Under consumer protection statutes, deception rather than fraud, is the significant element. There can be a breach of a consumer protection statute even though there is no proof that the wrongdoer intended to defraud or deceive anyone. Instead of basing the law in terms of fault of the actor, the law is concerned with the problem of the buyer who is likely to be misled. The good faith of an advertiser or the absence of intent to deceive is immaterial. The purpose of false advertising legislation is to protect the consumer rather than to examine the advertiser’s motives.
The FTC requires that an advertiser maintain a file containing the data claimed to support an advertising statement as to safety, performance, efficacy, quality, or comparative price of an advertised product. The FTC can require the advertiser to produce this material, If it is in the interest of the consumer, the FTC can make this information public, except to the extent that it contains trade secrets or material that is privileged.
When an enterprise has made false and deceptive statements in advertising, the Federal Trade Commission may require that new advertising be made in which the former statements are contradicted and the truth stated. This corrective advertising required by the Federal Trade Commission is also called retractive advertising.
Seals of Approval
Many commodities are sold or advertised with a sticker or tag stating that the article has been approved or is guaranteed by some association or organization. Ordinarily, when a product is sold in such a way, it will in fact have been approved by some testing laboratory and will probably have proven adequate to meet ordinary consumer needs. Selling with a seal of approval of a third person makes, in effect, a guarantee that the product has been so approved. A seller is liable if the product was, in fact, not approved.
Closely related to the regulation of advertising is the regulation of labeling products. Various federal statutes are designed to give the consumer accurate information about the product, while others require warnings about dangers of use or misuse. Consumer protection regulations prohibit the use in the labeling of products with such terms as jumbo or giant which tend to exaggerate and mislead.

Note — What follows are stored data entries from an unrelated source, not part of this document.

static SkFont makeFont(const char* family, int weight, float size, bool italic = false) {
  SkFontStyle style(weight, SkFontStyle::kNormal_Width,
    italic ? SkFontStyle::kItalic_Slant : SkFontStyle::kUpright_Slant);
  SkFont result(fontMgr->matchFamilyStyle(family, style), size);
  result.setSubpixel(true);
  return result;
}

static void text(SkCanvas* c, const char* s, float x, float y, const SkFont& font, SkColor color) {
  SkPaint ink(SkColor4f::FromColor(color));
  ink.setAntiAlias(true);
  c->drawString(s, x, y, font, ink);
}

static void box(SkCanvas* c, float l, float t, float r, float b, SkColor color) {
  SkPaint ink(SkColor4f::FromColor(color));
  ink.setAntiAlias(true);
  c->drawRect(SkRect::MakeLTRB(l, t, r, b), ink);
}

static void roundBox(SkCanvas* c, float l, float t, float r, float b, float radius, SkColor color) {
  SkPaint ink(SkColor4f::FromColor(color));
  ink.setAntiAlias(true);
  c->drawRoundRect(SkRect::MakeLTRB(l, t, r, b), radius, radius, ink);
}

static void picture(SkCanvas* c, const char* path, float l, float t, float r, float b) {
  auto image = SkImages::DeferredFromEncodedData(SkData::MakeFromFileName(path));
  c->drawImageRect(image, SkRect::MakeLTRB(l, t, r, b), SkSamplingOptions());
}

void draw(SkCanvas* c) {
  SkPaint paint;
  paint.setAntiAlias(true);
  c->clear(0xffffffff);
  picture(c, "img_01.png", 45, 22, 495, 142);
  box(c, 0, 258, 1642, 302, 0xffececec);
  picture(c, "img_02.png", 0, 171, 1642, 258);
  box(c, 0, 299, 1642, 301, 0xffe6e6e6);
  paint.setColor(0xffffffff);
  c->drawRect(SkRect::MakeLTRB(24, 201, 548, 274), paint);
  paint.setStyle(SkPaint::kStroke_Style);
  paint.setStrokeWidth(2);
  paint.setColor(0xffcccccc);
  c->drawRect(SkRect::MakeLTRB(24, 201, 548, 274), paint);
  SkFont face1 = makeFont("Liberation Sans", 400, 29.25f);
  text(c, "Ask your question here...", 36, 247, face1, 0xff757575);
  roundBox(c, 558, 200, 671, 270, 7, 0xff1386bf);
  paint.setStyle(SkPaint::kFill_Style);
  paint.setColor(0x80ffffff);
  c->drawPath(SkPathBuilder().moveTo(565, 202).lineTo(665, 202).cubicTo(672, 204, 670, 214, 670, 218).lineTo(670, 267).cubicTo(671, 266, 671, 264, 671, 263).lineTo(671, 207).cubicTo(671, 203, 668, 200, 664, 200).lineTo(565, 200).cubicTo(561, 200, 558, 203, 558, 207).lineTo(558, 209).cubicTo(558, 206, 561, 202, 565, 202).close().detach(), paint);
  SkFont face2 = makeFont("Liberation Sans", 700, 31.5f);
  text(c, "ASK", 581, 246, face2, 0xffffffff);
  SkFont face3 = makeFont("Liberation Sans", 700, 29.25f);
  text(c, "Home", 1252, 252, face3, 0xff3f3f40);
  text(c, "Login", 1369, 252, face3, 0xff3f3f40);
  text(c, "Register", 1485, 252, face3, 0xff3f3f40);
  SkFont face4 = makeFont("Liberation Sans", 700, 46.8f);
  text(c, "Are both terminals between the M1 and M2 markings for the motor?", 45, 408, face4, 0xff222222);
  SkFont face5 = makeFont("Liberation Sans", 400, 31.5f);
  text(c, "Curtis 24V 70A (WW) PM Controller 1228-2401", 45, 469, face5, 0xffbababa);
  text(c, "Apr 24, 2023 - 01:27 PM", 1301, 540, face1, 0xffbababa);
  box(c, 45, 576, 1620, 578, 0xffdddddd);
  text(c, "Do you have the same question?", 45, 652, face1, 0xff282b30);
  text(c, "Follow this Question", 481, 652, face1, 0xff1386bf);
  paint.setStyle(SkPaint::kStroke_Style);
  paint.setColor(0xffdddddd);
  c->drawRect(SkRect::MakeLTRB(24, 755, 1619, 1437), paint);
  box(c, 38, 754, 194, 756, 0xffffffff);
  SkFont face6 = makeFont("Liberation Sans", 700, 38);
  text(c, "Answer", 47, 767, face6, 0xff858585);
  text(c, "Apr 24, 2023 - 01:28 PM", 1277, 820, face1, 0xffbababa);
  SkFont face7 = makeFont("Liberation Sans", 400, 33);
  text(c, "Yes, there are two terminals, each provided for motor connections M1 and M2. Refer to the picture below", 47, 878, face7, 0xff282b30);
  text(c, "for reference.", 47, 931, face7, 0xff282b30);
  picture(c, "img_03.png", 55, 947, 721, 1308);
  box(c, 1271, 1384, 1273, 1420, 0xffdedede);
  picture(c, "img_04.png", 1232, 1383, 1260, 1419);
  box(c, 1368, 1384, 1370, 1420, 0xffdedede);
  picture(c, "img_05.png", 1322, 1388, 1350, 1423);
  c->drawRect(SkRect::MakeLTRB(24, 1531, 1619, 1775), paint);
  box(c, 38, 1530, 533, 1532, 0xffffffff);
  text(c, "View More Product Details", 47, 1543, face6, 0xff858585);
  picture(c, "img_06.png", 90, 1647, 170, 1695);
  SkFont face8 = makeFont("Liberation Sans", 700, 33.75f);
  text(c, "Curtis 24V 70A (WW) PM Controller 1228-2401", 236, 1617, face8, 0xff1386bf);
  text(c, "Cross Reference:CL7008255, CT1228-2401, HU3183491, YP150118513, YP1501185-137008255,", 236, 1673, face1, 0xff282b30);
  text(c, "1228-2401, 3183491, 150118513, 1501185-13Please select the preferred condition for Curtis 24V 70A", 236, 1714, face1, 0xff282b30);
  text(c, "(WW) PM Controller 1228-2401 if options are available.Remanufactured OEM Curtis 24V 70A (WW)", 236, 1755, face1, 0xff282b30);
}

Consumer protection statutes prohibit the use of improper and deceptive selling methods. These statutes are liberally construed to protect consumers from improper practices.
Consumer protection statutes and deceptive trade practice acts are violated when the statements or the business methods of the defendant are deceptive. It is not necessary to prove that the defendant was guilty of fraud. It is immaterial that the defendant who misrepresented the facts did not intentionally do so.